■ **INSTRUCTIONS FOR THE TASK**:
Return every line below as is, leaving out the pictures.

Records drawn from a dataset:

**********

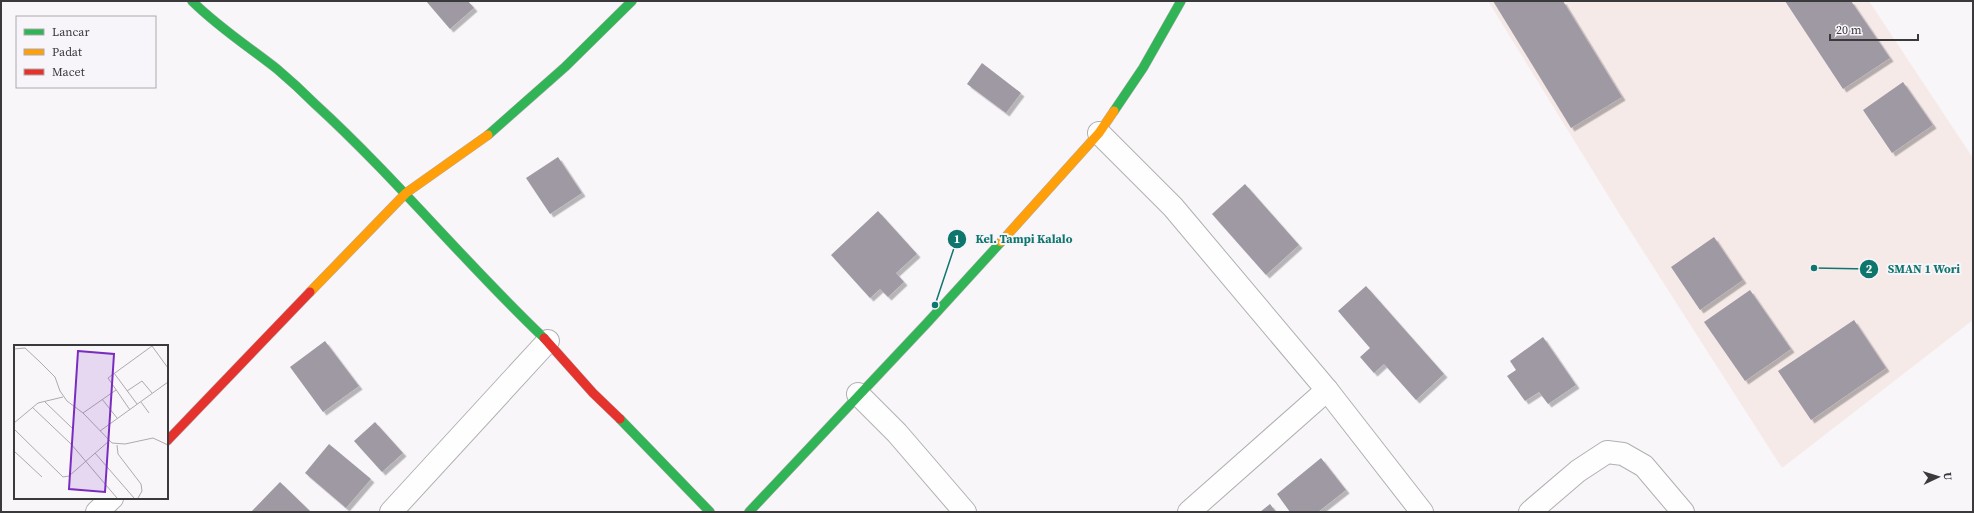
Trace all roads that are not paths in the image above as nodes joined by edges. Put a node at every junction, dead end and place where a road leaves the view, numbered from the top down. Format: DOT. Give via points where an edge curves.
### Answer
graph roads {
  1 [pos="192,1"];
  2 [pos="632,1"];
  3 [pos="1181,1"];
  4 [pos="1099,133"];
  5 [pos="406,193"];
  6 [pos="548,341"];
  7 [pos="1327,390"];
  8 [pos="858,394"];
  9 [pos="168,440"];
  10 [pos="111,499"];
  11 [pos="97,512"];
  12 [pos="391,512"];
  13 [pos="710,512"];
  14 [pos="749,512"];
  15 [pos="965,512"];
  16 [pos="1189,512"];
  17 [pos="1422,512"];
  18 [pos="1530,512"];
  19 [pos="1683,512"];
  1 -- 5 [label="main road" via="316,104"];
  2 -- 5 [label="main road" via="565,67 486,137"];
  3 -- 4 [label="main road" via="1144,68"];
  4 -- 7 [label="street" via="1173,207"];
  4 -- 8 [label="main road" via="927,323"];
  5 -- 6 [label="main road" via="514,310"];
  5 -- 9 [label="main road"];
  6 -- 12 [label="street"];
  6 -- 13 [label="main road" via="593,393"];
  7 -- 16 [label="street"];
  7 -- 17 [label="street"];
  8 -- 14 [label="main road"];
  8 -- 15 [label="street" via="897,433"];
  10 -- 11 [label="street"];
  18 -- 19 [label="street" via="1578,471 1607,452 1623,454 1644,466"];
}
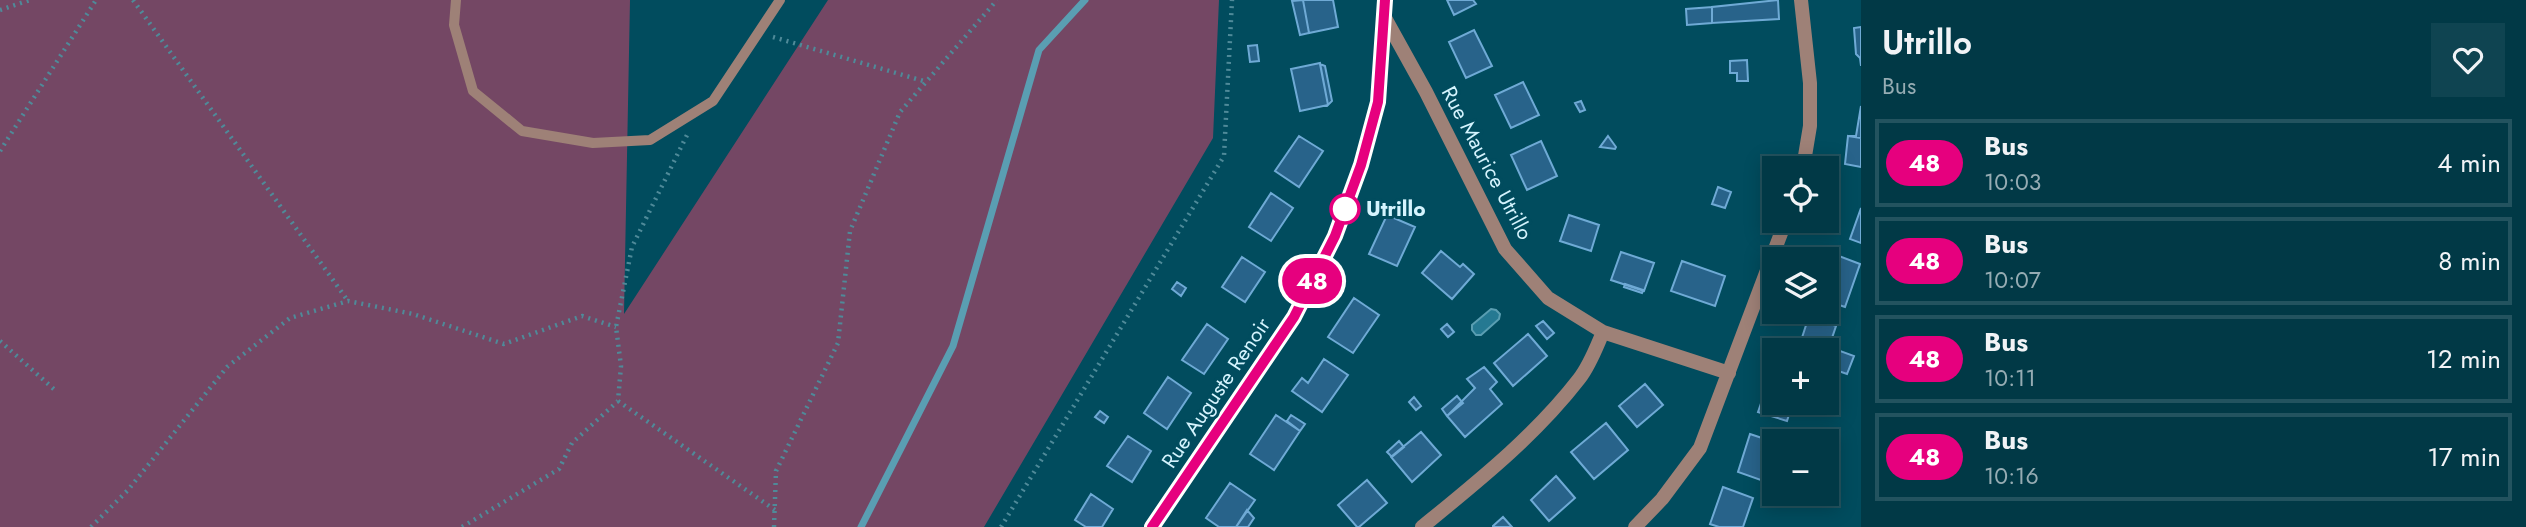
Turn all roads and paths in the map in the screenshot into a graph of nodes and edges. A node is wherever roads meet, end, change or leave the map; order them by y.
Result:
1 (30, 0) edge
2 (96, 0) edge
3 (133, 0) edge
4 (456, 0) edge
5 (780, 0) edge
6 (997, 0) edge
7 (1233, 0) edge
8 (1385, 0) edge
9 (1801, 0) edge
10 (0, 10) edge
11 (1384, 16) junction
12 (759, 32) junction
13 (927, 82) junction
14 (701, 108) junction
15 (0, 151) edge
16 (1805, 156) edge
17 (1781, 233) edge
18 (348, 301) junction
19 (616, 327) junction
20 (1603, 332) junction
21 (0, 341) edge
22 (1729, 373) junction
23 (56, 391) dead end
24 (618, 401) junction
25 (775, 510) junction
26 (1642, 526) edge
27 (91, 527) edge
28 (462, 527) edge
29 (774, 527) edge
30 (1001, 527) edge
31 (1152, 527) edge
32 (1422, 527) edge

1 - 10 path
2 - 15 path
3 - 18 path
4 - 14 lane
5 - 12 lane
6 - 13 path
7 - 30 path
8 - 11 street, Rue Auguste Renoir
9 - 16 street
11 - 20 street, Rue Maurice Utrillo
11 - 31 street, Rue Auguste Renoir
12 - 13 path
12 - 14 lane
13 - 25 path
14 - 19 path
17 - 22 street
18 - 19 path
18 - 27 path
19 - 24 path
20 - 22 street, Rue Maurice Utrillo
20 - 32 street
21 - 23 path
22 - 26 street
24 - 25 path
24 - 28 path
25 - 29 path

**********

■ **TASK ANSWER**:
Trace all roads that are not paths in the image above as nodes joined by edges. Put a node at every junction, dead end and place where a road leaves the view, numbered from the top down. Format: DOT. Give via points where an edge curves.
### Answer
graph roads {
  1 [pos="192,1"];
  2 [pos="632,1"];
  3 [pos="1181,1"];
  4 [pos="1099,133"];
  5 [pos="406,193"];
  6 [pos="548,341"];
  7 [pos="1327,390"];
  8 [pos="858,394"];
  9 [pos="168,440"];
  10 [pos="111,499"];
  11 [pos="97,512"];
  12 [pos="391,512"];
  13 [pos="710,512"];
  14 [pos="749,512"];
  15 [pos="965,512"];
  16 [pos="1189,512"];
  17 [pos="1422,512"];
  18 [pos="1530,512"];
  19 [pos="1683,512"];
  1 -- 5 [label="main road" via="316,104"];
  2 -- 5 [label="main road" via="565,67 486,137"];
  3 -- 4 [label="main road" via="1144,68"];
  4 -- 7 [label="street" via="1173,207"];
  4 -- 8 [label="main road" via="927,323"];
  5 -- 6 [label="main road" via="514,310"];
  5 -- 9 [label="main road"];
  6 -- 12 [label="street"];
  6 -- 13 [label="main road" via="593,393"];
  7 -- 16 [label="street"];
  7 -- 17 [label="street"];
  8 -- 14 [label="main road"];
  8 -- 15 [label="street" via="897,433"];
  10 -- 11 [label="street"];
  18 -- 19 [label="street" via="1578,471 1607,452 1623,454 1644,466"];
}
Turn all roads and paths in the map in the screenshot into a graph of nodes and edges. A node is wherever roads meet, end, change or leave the map; order them by y.
Result:
1 (30, 0) edge
2 (96, 0) edge
3 (133, 0) edge
4 (456, 0) edge
5 (780, 0) edge
6 (997, 0) edge
7 (1233, 0) edge
8 (1385, 0) edge
9 (1801, 0) edge
10 (0, 10) edge
11 (1384, 16) junction
12 (759, 32) junction
13 (927, 82) junction
14 (701, 108) junction
15 (0, 151) edge
16 (1805, 156) edge
17 (1781, 233) edge
18 (348, 301) junction
19 (616, 327) junction
20 (1603, 332) junction
21 (0, 341) edge
22 (1729, 373) junction
23 (56, 391) dead end
24 (618, 401) junction
25 (775, 510) junction
26 (1642, 526) edge
27 (91, 527) edge
28 (462, 527) edge
29 (774, 527) edge
30 (1001, 527) edge
31 (1152, 527) edge
32 (1422, 527) edge

1 - 10 path
2 - 15 path
3 - 18 path
4 - 14 lane
5 - 12 lane
6 - 13 path
7 - 30 path
8 - 11 street, Rue Auguste Renoir
9 - 16 street
11 - 20 street, Rue Maurice Utrillo
11 - 31 street, Rue Auguste Renoir
12 - 13 path
12 - 14 lane
13 - 25 path
14 - 19 path
17 - 22 street
18 - 19 path
18 - 27 path
19 - 24 path
20 - 22 street, Rue Maurice Utrillo
20 - 32 street
21 - 23 path
22 - 26 street
24 - 25 path
24 - 28 path
25 - 29 path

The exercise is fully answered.